++++ Stored data

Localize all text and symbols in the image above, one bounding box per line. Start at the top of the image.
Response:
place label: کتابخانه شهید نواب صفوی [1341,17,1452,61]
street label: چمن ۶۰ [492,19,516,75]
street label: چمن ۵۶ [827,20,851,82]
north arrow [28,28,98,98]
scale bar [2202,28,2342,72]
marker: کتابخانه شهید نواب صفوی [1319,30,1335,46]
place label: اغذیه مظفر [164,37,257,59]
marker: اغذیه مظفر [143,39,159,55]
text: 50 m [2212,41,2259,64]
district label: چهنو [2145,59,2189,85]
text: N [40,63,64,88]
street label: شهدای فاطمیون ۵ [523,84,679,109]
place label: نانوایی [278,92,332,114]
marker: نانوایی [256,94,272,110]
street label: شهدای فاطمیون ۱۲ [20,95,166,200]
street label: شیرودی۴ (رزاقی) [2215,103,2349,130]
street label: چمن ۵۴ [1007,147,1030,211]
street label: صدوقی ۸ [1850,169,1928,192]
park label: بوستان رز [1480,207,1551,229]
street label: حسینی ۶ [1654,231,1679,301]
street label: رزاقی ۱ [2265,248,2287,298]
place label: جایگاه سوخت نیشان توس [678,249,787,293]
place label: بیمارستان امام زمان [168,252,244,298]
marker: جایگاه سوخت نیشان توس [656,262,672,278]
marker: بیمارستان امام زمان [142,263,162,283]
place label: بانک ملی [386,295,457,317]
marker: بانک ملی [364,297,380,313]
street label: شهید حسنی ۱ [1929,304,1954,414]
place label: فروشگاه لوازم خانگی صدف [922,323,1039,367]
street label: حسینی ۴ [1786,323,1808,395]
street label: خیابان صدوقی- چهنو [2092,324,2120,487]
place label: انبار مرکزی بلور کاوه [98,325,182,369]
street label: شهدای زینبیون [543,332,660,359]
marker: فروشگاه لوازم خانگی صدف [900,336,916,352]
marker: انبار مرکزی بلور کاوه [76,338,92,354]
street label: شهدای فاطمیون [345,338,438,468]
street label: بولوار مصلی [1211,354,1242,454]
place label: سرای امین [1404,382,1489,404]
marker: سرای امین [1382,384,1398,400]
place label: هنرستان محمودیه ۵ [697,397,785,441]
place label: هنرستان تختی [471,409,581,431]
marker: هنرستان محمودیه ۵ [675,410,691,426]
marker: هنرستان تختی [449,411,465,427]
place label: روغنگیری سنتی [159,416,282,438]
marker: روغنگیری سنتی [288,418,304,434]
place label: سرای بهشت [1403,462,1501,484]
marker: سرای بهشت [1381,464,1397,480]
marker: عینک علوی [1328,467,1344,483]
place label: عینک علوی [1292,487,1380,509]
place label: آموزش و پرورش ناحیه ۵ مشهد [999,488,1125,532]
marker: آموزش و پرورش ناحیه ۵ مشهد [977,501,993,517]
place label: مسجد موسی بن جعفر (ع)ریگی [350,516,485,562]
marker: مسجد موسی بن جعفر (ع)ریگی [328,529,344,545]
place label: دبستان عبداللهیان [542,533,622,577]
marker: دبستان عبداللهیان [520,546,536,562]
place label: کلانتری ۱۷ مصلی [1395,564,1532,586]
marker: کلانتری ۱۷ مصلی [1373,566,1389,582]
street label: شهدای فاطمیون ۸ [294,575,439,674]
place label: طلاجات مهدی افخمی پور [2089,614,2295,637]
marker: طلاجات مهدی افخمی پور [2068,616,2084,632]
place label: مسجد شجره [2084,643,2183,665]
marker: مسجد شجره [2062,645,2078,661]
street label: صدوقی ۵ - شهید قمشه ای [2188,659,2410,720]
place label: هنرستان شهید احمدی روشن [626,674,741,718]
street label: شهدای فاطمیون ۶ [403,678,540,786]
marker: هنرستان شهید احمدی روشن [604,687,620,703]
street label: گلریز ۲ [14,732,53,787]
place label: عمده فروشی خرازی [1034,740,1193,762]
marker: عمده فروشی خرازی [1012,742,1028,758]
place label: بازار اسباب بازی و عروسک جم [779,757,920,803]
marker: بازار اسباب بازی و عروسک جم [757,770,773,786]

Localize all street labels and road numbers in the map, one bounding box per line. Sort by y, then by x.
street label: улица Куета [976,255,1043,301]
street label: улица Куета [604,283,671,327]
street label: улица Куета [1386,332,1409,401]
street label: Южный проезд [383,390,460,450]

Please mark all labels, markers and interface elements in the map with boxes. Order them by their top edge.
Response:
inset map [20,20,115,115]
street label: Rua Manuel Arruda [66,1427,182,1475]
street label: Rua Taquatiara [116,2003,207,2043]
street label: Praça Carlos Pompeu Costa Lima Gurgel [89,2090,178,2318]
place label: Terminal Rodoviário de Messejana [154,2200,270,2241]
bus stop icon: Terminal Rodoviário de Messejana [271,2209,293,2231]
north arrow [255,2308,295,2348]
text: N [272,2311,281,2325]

++++++++

Task directions - An exact copy of the data, with every line intact, is the required answer.

Solution to this exercise -
Localize all text and symbols in the image above, one bounding box per line. Start at the top of the image.
Response:
place label: کتابخانه شهید نواب صفوی [1341,17,1452,61]
street label: چمن ۶۰ [492,19,516,75]
street label: چمن ۵۶ [827,20,851,82]
north arrow [28,28,98,98]
scale bar [2202,28,2342,72]
marker: کتابخانه شهید نواب صفوی [1319,30,1335,46]
place label: اغذیه مظفر [164,37,257,59]
marker: اغذیه مظفر [143,39,159,55]
text: 50 m [2212,41,2259,64]
district label: چهنو [2145,59,2189,85]
text: N [40,63,64,88]
street label: شهدای فاطمیون ۵ [523,84,679,109]
place label: نانوایی [278,92,332,114]
marker: نانوایی [256,94,272,110]
street label: شهدای فاطمیون ۱۲ [20,95,166,200]
street label: شیرودی۴ (رزاقی) [2215,103,2349,130]
street label: چمن ۵۴ [1007,147,1030,211]
street label: صدوقی ۸ [1850,169,1928,192]
park label: بوستان رز [1480,207,1551,229]
street label: حسینی ۶ [1654,231,1679,301]
street label: رزاقی ۱ [2265,248,2287,298]
place label: جایگاه سوخت نیشان توس [678,249,787,293]
place label: بیمارستان امام زمان [168,252,244,298]
marker: جایگاه سوخت نیشان توس [656,262,672,278]
marker: بیمارستان امام زمان [142,263,162,283]
place label: بانک ملی [386,295,457,317]
marker: بانک ملی [364,297,380,313]
street label: شهید حسنی ۱ [1929,304,1954,414]
place label: فروشگاه لوازم خانگی صدف [922,323,1039,367]
street label: حسینی ۴ [1786,323,1808,395]
street label: خیابان صدوقی- چهنو [2092,324,2120,487]
place label: انبار مرکزی بلور کاوه [98,325,182,369]
street label: شهدای زینبیون [543,332,660,359]
marker: فروشگاه لوازم خانگی صدف [900,336,916,352]
marker: انبار مرکزی بلور کاوه [76,338,92,354]
street label: شهدای فاطمیون [345,338,438,468]
street label: بولوار مصلی [1211,354,1242,454]
place label: سرای امین [1404,382,1489,404]
marker: سرای امین [1382,384,1398,400]
place label: هنرستان محمودیه ۵ [697,397,785,441]
place label: هنرستان تختی [471,409,581,431]
marker: هنرستان محمودیه ۵ [675,410,691,426]
marker: هنرستان تختی [449,411,465,427]
place label: روغنگیری سنتی [159,416,282,438]
marker: روغنگیری سنتی [288,418,304,434]
place label: سرای بهشت [1403,462,1501,484]
marker: سرای بهشت [1381,464,1397,480]
marker: عینک علوی [1328,467,1344,483]
place label: عینک علوی [1292,487,1380,509]
place label: آموزش و پرورش ناحیه ۵ مشهد [999,488,1125,532]
marker: آموزش و پرورش ناحیه ۵ مشهد [977,501,993,517]
place label: مسجد موسی بن جعفر (ع)ریگی [350,516,485,562]
marker: مسجد موسی بن جعفر (ع)ریگی [328,529,344,545]
place label: دبستان عبداللهیان [542,533,622,577]
marker: دبستان عبداللهیان [520,546,536,562]
place label: کلانتری ۱۷ مصلی [1395,564,1532,586]
marker: کلانتری ۱۷ مصلی [1373,566,1389,582]
street label: شهدای فاطمیون ۸ [294,575,439,674]
place label: طلاجات مهدی افخمی پور [2089,614,2295,637]
marker: طلاجات مهدی افخمی پور [2068,616,2084,632]
place label: مسجد شجره [2084,643,2183,665]
marker: مسجد شجره [2062,645,2078,661]
street label: صدوقی ۵ - شهید قمشه ای [2188,659,2410,720]
place label: هنرستان شهید احمدی روشن [626,674,741,718]
street label: شهدای فاطمیون ۶ [403,678,540,786]
marker: هنرستان شهید احمدی روشن [604,687,620,703]
street label: گلریز ۲ [14,732,53,787]
place label: عمده فروشی خرازی [1034,740,1193,762]
marker: عمده فروشی خرازی [1012,742,1028,758]
place label: بازار اسباب بازی و عروسک جم [779,757,920,803]
marker: بازار اسباب بازی و عروسک جم [757,770,773,786]

Localize all street labels and road numbers in the map, one bounding box per line. Sort by y, then by x.
street label: улица Куета [976,255,1043,301]
street label: улица Куета [604,283,671,327]
street label: улица Куета [1386,332,1409,401]
street label: Южный проезд [383,390,460,450]

Please mark all labels, markers and interface elements in the map with boxes. Order them by their top edge.
Response:
inset map [20,20,115,115]
street label: Rua Manuel Arruda [66,1427,182,1475]
street label: Rua Taquatiara [116,2003,207,2043]
street label: Praça Carlos Pompeu Costa Lima Gurgel [89,2090,178,2318]
place label: Terminal Rodoviário de Messejana [154,2200,270,2241]
bus stop icon: Terminal Rodoviário de Messejana [271,2209,293,2231]
north arrow [255,2308,295,2348]
text: N [272,2311,281,2325]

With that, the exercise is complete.